Gary Cannon from Norwich Union said the framework has improved consistency of IT job descriptions across the business, aided future planning and reduce inefficiencies.
"We now have a consistent way of describing what we do. We can define and measure skills and identify skills gaps," he said.
The company measures the amount of time its staff are "unallocated" at work and Cannon said the number of hours IT staff are unallocated has fallen 98 per cent since the introduction of SFIA.
But some concerns remain that the new framework could conflict with existing standards from the British Computer Society (BCS) and e-Skills and confuse user organisations.
Kate Edwin-Scott, from the business development unit of the BCS, said it is to align its own Industry Structure Model of skills with the SFIA framework.
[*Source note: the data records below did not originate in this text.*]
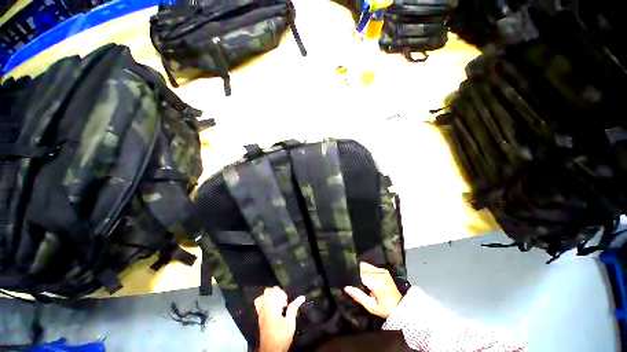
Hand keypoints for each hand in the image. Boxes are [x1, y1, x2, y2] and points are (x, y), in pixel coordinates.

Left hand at [254, 286, 305, 351]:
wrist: (271, 350)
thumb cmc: (282, 337)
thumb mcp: (290, 323)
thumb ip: (294, 308)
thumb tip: (301, 297)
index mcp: (272, 307)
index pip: (276, 291)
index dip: (283, 294)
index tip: (287, 302)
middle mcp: (264, 307)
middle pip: (268, 291)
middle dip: (277, 293)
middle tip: (283, 301)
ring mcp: (260, 312)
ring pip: (262, 295)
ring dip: (270, 295)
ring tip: (276, 302)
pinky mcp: (259, 317)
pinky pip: (259, 303)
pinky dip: (264, 301)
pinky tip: (271, 307)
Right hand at [344, 262, 401, 318]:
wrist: (401, 307)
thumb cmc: (385, 309)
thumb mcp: (371, 307)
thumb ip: (358, 296)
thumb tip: (346, 287)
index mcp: (376, 281)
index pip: (359, 272)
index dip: (353, 275)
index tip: (350, 280)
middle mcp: (379, 272)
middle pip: (362, 266)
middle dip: (358, 272)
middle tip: (357, 282)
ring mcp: (382, 270)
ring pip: (365, 265)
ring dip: (362, 271)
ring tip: (362, 281)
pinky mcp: (383, 270)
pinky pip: (371, 267)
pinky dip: (367, 271)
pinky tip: (368, 279)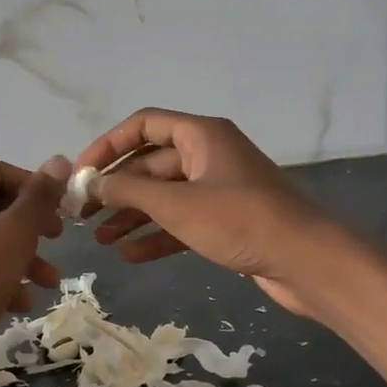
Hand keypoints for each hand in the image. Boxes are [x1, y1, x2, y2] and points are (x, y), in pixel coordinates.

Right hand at [76, 110, 341, 318]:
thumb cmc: (240, 221)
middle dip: (117, 188)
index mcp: (202, 135)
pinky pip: (182, 222)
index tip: (81, 173)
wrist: (305, 261)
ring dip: (132, 215)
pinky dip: (157, 235)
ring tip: (99, 239)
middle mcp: (209, 155)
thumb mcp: (178, 204)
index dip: (108, 145)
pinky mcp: (226, 221)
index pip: (144, 125)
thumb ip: (129, 191)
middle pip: (151, 163)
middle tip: (82, 214)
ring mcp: (219, 189)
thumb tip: (90, 184)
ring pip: (165, 196)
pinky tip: (130, 255)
But she revealed that the BCS currently has no plans to actually drop ISM.
"We've sold 1,300 copies of ISM and we certainly wouldn't want to withdraw it. There is a market for that finer level of detail that ISM provides. It is perceived as a competitor but it isn't. By aligning the two [models] we will remove the confusion out there. BCS will be involved in the promotion of SFIA as the industry standard," she said.
SFIA was formed in July this year by e-skills UK, the BCS, the Institute for the Management of Information Systems and the Institution of Electrical Engineers.